> [Work instruction]: The lines below, all of them, should be returned exactly as they appear.

> [Provided data]:
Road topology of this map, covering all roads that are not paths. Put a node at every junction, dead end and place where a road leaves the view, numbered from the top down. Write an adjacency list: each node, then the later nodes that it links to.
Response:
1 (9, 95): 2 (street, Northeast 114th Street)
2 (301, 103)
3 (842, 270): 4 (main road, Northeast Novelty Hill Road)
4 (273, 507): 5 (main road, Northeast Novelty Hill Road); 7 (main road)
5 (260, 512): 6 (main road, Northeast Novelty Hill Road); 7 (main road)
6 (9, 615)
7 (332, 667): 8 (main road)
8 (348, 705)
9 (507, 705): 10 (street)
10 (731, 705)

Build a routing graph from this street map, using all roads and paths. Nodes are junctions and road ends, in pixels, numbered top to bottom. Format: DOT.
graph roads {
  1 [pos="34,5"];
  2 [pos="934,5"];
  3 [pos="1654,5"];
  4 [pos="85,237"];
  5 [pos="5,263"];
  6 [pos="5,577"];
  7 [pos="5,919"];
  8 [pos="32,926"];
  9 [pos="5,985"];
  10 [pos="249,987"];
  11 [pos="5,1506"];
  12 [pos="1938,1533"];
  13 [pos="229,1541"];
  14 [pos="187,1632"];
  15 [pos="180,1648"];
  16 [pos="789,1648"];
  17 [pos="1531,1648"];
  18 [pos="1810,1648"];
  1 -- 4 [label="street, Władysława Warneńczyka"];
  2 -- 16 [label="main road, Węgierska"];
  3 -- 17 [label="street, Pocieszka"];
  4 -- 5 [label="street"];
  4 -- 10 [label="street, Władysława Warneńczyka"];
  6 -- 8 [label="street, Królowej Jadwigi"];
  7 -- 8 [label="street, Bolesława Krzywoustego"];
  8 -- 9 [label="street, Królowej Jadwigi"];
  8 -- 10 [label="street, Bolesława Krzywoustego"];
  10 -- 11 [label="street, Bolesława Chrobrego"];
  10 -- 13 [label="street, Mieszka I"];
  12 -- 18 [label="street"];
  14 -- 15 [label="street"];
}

> [Exercise answer]:
Road topology of this map, covering all roads that are not paths. Put a node at every junction, dead end and place where a road leaves the view, numbered from the top down. Write an adjacency list: each node, then the later nodes that it links to.
Response:
1 (9, 95): 2 (street, Northeast 114th Street)
2 (301, 103)
3 (842, 270): 4 (main road, Northeast Novelty Hill Road)
4 (273, 507): 5 (main road, Northeast Novelty Hill Road); 7 (main road)
5 (260, 512): 6 (main road, Northeast Novelty Hill Road); 7 (main road)
6 (9, 615)
7 (332, 667): 8 (main road)
8 (348, 705)
9 (507, 705): 10 (street)
10 (731, 705)

Build a routing graph from this street map, using all roads and paths. Nodes are junctions and road ends, in pixels, numbered top to bottom. Format: DOT.
graph roads {
  1 [pos="34,5"];
  2 [pos="934,5"];
  3 [pos="1654,5"];
  4 [pos="85,237"];
  5 [pos="5,263"];
  6 [pos="5,577"];
  7 [pos="5,919"];
  8 [pos="32,926"];
  9 [pos="5,985"];
  10 [pos="249,987"];
  11 [pos="5,1506"];
  12 [pos="1938,1533"];
  13 [pos="229,1541"];
  14 [pos="187,1632"];
  15 [pos="180,1648"];
  16 [pos="789,1648"];
  17 [pos="1531,1648"];
  18 [pos="1810,1648"];
  1 -- 4 [label="street, Władysława Warneńczyka"];
  2 -- 16 [label="main road, Węgierska"];
  3 -- 17 [label="street, Pocieszka"];
  4 -- 5 [label="street"];
  4 -- 10 [label="street, Władysława Warneńczyka"];
  6 -- 8 [label="street, Królowej Jadwigi"];
  7 -- 8 [label="street, Bolesława Krzywoustego"];
  8 -- 9 [label="street, Królowej Jadwigi"];
  8 -- 10 [label="street, Bolesława Krzywoustego"];
  10 -- 11 [label="street, Bolesława Chrobrego"];
  10 -- 13 [label="street, Mieszka I"];
  12 -- 18 [label="street"];
  14 -- 15 [label="street"];
}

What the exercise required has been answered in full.